● **Required action**
State how many lines in the listing below include the word "Flyover". Give nothing but the number.

● **The records**
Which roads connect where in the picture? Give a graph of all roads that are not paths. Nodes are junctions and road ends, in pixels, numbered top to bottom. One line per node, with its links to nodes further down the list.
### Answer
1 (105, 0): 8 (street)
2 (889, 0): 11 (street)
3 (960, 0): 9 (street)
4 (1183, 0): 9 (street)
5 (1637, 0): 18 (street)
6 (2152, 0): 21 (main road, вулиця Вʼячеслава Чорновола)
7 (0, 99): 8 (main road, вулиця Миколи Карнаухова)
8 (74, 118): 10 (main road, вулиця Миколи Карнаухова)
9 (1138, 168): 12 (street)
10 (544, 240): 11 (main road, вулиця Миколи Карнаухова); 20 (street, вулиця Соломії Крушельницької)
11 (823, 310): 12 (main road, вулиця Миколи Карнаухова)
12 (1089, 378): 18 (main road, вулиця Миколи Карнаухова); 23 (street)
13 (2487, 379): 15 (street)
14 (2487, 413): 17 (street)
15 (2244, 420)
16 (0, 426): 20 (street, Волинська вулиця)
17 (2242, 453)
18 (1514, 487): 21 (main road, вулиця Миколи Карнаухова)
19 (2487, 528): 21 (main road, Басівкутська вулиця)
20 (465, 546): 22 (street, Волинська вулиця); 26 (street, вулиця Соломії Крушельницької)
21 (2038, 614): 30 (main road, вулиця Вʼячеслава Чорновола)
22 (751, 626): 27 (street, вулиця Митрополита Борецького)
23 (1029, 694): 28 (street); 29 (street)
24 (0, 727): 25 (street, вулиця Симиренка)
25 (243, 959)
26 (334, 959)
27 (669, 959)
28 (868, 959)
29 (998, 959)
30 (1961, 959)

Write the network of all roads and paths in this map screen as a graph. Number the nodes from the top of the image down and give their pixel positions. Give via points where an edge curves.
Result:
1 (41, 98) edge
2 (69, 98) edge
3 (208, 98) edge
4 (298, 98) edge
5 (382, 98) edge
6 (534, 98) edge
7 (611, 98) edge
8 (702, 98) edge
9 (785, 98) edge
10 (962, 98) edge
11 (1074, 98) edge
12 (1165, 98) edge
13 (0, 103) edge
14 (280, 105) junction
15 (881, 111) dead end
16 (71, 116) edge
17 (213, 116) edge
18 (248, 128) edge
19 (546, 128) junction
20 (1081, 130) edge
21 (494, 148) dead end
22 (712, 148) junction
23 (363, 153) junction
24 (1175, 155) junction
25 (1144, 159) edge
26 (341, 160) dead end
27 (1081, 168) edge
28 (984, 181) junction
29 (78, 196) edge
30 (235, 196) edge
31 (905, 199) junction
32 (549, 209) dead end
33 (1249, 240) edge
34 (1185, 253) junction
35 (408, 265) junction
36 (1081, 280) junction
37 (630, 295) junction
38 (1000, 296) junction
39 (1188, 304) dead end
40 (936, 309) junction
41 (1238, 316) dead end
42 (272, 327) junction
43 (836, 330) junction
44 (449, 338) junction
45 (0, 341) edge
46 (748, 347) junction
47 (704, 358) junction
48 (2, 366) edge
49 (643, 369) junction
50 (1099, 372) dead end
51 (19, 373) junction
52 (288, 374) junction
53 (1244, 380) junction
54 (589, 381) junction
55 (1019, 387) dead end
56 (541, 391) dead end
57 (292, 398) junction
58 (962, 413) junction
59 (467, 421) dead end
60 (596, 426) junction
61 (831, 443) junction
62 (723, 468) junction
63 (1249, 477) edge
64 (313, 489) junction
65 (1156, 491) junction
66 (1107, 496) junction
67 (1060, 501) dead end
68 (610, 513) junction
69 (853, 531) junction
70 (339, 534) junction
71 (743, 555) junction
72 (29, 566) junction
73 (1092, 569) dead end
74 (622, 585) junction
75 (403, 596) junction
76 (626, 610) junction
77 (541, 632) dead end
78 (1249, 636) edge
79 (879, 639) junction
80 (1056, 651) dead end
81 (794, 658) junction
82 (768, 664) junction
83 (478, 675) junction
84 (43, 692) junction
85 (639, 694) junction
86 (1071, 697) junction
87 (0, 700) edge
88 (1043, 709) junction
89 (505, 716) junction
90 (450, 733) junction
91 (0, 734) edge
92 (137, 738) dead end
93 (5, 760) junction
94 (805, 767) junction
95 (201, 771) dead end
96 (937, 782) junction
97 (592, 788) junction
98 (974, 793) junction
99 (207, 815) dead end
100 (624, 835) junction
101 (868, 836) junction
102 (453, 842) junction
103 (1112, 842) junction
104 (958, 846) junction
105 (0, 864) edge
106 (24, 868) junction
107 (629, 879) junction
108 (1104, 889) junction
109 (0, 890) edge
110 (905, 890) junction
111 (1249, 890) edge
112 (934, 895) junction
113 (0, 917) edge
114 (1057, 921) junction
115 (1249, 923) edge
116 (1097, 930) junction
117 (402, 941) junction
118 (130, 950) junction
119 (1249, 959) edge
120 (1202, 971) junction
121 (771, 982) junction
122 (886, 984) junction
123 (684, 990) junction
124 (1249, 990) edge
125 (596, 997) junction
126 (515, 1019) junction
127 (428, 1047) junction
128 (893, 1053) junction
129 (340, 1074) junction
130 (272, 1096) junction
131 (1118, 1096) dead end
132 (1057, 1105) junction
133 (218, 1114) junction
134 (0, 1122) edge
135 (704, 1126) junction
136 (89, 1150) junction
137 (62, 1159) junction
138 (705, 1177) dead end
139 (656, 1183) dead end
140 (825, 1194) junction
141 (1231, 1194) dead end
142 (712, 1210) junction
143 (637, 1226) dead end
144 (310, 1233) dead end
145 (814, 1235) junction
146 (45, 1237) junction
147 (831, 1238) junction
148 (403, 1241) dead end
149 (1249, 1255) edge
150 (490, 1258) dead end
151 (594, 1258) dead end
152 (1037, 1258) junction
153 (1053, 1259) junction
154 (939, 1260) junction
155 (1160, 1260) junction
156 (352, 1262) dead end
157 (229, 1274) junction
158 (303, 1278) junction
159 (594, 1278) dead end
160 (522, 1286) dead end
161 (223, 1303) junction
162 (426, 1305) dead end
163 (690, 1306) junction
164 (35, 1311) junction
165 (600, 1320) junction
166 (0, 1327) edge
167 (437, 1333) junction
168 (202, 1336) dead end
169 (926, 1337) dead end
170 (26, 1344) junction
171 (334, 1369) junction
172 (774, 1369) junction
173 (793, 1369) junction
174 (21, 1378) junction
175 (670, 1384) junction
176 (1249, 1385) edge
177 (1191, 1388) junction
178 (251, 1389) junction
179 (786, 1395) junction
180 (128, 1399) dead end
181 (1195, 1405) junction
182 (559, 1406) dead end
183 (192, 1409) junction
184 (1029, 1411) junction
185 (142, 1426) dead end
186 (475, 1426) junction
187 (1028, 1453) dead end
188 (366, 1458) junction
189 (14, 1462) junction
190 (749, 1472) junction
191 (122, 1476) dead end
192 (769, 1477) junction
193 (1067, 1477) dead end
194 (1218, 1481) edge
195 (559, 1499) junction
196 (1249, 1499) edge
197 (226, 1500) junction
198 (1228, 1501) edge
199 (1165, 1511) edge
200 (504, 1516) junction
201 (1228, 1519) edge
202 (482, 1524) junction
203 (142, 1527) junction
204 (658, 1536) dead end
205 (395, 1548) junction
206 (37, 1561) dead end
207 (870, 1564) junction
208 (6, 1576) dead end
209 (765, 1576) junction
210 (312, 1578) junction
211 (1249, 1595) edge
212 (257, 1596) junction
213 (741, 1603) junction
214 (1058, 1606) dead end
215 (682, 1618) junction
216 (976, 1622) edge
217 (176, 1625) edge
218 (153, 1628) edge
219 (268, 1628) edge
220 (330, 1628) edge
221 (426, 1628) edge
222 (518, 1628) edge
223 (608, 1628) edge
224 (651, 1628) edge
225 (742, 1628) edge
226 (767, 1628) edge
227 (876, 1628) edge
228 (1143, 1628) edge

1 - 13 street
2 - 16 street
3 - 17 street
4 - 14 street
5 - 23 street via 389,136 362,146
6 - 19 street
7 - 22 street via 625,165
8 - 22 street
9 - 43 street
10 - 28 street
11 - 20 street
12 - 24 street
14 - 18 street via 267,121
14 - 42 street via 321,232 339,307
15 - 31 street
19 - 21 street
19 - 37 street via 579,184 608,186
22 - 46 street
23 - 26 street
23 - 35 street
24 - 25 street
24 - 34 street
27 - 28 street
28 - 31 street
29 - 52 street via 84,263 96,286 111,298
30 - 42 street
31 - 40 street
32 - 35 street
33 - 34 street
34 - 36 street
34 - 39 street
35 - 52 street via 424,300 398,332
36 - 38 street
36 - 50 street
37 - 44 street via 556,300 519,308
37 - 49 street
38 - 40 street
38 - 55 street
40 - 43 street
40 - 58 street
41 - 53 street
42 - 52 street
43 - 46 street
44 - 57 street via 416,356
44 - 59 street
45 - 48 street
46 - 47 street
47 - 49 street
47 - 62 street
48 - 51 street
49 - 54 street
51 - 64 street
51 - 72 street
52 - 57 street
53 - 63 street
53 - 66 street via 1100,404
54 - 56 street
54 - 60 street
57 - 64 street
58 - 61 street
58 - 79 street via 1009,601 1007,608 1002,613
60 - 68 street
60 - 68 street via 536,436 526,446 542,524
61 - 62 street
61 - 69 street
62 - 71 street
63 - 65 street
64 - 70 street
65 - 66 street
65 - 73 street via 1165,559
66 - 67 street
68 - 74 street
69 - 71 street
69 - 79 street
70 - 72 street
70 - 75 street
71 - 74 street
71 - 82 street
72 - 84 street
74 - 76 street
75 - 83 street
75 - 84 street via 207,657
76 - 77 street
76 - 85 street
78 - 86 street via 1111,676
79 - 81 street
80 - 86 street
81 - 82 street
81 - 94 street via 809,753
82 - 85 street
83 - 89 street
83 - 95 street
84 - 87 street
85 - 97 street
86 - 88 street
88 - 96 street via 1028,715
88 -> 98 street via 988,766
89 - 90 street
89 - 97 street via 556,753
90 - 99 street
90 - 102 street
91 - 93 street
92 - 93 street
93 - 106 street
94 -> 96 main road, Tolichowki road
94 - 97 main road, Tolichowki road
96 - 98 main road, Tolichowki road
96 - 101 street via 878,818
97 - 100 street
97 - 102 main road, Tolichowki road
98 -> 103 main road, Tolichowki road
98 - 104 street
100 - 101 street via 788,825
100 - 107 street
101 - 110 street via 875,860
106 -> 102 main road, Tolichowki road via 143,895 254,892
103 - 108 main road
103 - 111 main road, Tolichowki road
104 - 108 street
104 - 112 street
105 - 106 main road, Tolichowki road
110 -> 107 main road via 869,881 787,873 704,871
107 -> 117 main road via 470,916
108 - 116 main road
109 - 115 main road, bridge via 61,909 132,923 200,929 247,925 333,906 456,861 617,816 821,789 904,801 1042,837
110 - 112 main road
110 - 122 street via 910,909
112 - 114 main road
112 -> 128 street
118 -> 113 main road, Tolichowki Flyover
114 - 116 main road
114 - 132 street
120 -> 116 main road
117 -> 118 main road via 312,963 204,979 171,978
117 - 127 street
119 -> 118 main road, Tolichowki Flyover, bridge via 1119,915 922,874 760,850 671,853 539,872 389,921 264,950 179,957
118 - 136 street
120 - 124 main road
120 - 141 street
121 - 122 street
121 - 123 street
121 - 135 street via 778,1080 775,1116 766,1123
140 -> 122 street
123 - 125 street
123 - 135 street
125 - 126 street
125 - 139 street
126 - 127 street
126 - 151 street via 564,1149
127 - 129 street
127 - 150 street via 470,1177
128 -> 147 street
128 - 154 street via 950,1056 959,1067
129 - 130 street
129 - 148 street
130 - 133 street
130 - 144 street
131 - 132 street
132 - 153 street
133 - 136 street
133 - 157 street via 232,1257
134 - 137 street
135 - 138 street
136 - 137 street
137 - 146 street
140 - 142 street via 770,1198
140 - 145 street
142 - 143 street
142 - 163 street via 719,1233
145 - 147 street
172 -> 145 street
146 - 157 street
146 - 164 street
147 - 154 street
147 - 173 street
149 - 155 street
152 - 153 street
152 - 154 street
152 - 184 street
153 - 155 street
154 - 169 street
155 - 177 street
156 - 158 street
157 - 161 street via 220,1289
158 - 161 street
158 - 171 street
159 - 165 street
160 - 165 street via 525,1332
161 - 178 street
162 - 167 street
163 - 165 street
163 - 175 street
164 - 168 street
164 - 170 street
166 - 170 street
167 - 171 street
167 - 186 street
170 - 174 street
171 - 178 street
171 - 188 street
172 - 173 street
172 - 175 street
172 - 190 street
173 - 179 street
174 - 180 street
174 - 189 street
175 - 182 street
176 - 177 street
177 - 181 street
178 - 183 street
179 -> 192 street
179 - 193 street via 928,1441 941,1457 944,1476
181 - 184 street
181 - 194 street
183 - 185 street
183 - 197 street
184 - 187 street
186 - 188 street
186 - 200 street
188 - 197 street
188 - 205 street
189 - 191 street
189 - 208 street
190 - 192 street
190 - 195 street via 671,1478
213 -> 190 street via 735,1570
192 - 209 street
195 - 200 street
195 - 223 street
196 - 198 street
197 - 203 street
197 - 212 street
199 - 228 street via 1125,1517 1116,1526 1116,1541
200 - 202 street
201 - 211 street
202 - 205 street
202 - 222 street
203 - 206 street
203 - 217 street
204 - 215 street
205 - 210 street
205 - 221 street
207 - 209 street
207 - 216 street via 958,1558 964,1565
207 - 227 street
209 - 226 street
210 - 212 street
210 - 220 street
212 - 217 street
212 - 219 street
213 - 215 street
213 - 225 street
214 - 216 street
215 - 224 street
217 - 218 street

● **Response to this task**
2